EXTRACTED DATA:
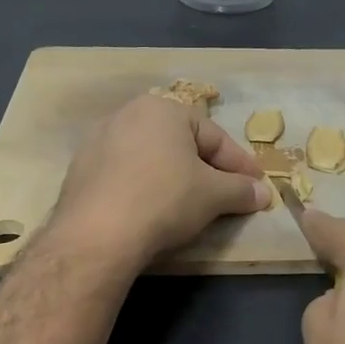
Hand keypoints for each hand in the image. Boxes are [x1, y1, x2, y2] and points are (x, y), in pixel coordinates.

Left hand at [52, 93, 271, 269]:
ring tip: (192, 204)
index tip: (257, 186)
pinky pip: (126, 175)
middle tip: (227, 194)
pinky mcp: (80, 171)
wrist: (97, 234)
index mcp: (163, 109)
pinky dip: (145, 189)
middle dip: (207, 168)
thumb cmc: (165, 199)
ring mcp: (98, 141)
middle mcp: (128, 114)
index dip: (240, 164)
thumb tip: (264, 193)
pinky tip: (153, 211)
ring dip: (175, 178)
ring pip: (152, 158)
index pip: (214, 136)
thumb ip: (241, 190)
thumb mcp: (214, 195)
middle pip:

WORK INSTRUCTIONS: Excluding pictures, print all lines above exactly.

OUTPUT OF THE EXERCISE:
Hand keypoints for each hand in the image. Boxes are [x1, y1, x2, y2] and points are (x, y), in pixel coordinates.

Left hand at [52, 93, 271, 269]:
ring tip: (192, 204)
index tip: (257, 186)
pinky pip: (126, 175)
middle tip: (227, 194)
pinky mcp: (80, 171)
wrist: (97, 234)
index mcp: (163, 109)
pinky dip: (145, 189)
middle dip: (207, 168)
thumb cmc: (165, 199)
ring mcp: (98, 141)
middle mcp: (128, 114)
index dip: (240, 164)
thumb tip: (264, 193)
pinky tip: (153, 211)
ring dip: (175, 178)
ring pip: (152, 158)
index pip: (214, 136)
thumb ip: (241, 190)
thumb mcp: (214, 195)
middle pip:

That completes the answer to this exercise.